"Windows 8 a disappointment, users prefer Windows 7" says survey - esolyt
http://www.booksnreview.com/articles/1220/20120928/microsoft-surface-tablet-features-release-date-windows-8-disappointment-users-prefer-windows-7-says-survey.htm

======
tedunangst
"Perhaps most tellingly, only 26 percent of the 50,000 surveyed say they've
actually used Windows 8"

Sounds like a great survey.

------
powertower
Flagged for pure bullshit... misleading title, bullshit linkbait article,
ignoring servey results to the point of making things up.

------
mcmire
"So what's so wrong with Windows 8 it's already turning off users? According
to the survey, price is at the top of the list with 35 percent saying it's
Windows 8's most glaring weakness. The downloaded Windows 8 upgrade has been
given a promotional price of $39 until January 2013"

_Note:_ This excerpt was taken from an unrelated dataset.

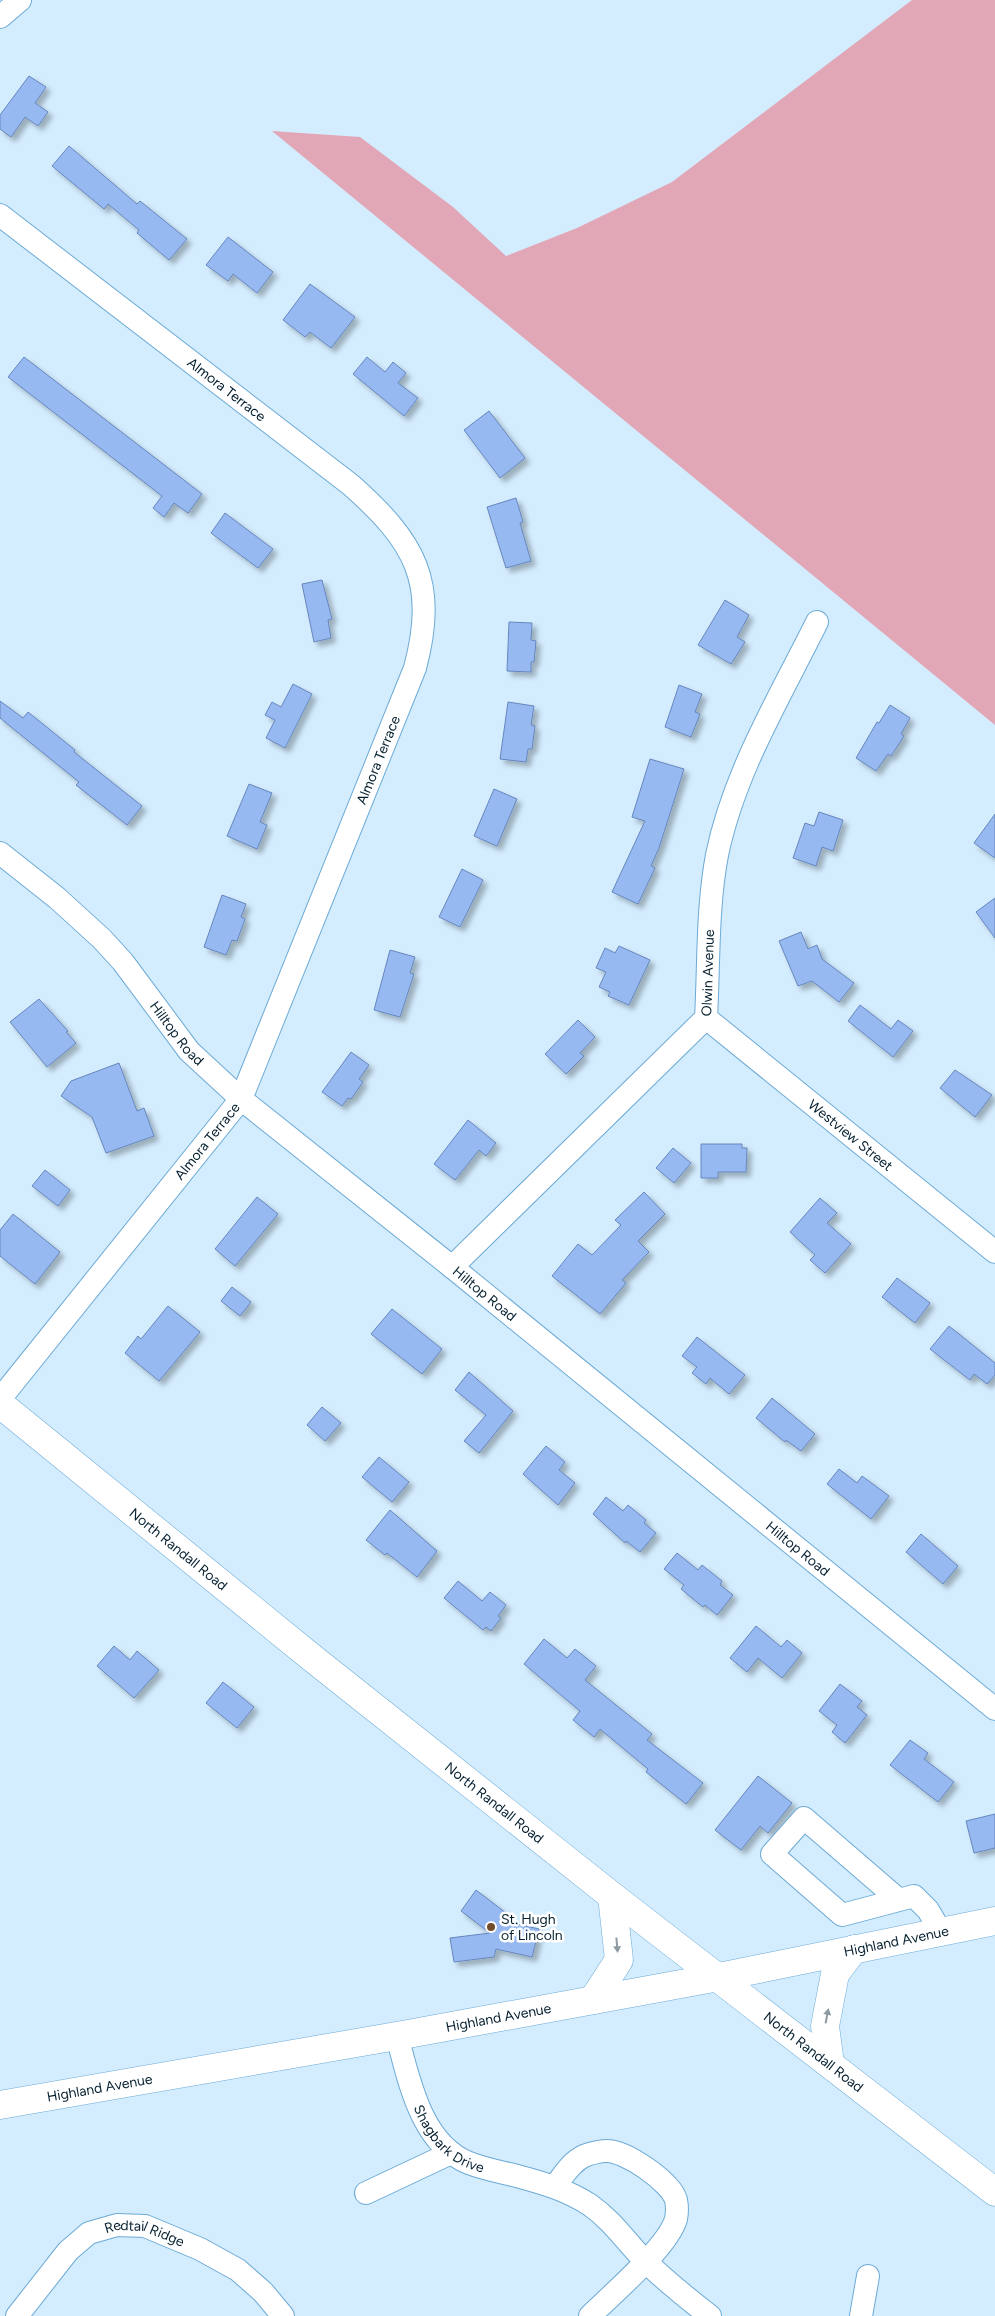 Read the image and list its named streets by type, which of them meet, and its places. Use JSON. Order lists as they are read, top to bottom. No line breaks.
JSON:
{"streets":{"main road":["North Randall Road","Highland Avenue"],"street":["Almora Terrace","Olwin Avenue","Hilltop Road","Westview Street","Shagbark Drive","Redtail Ridge"]},"crossings":[["Almora Terrace","Hilltop Road"],["Olwin Avenue","Hilltop Road"],["Olwin Avenue","Westview Street"],["North Randall Road","Highland Avenue"],["Highland Avenue","Shagbark Drive"]],"places":["St. Hugh of Lincoln"]}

Really, people, the _price_ is what you're going to complain about the most? I
am truly baffled.

------
what_ever
If 20% people are still voting for Windows XP, I am not sure if all of them
have used Windows 7 and 8. I would take the results with a pinch of salt.

------
benologist
Q: Why is a book news/review site publishing AOL-quality fluff pieces on tech
news?

A: Oh they hired a huffpo author.

------
trotsky
breaking news: software users hate new stuff (until they love it)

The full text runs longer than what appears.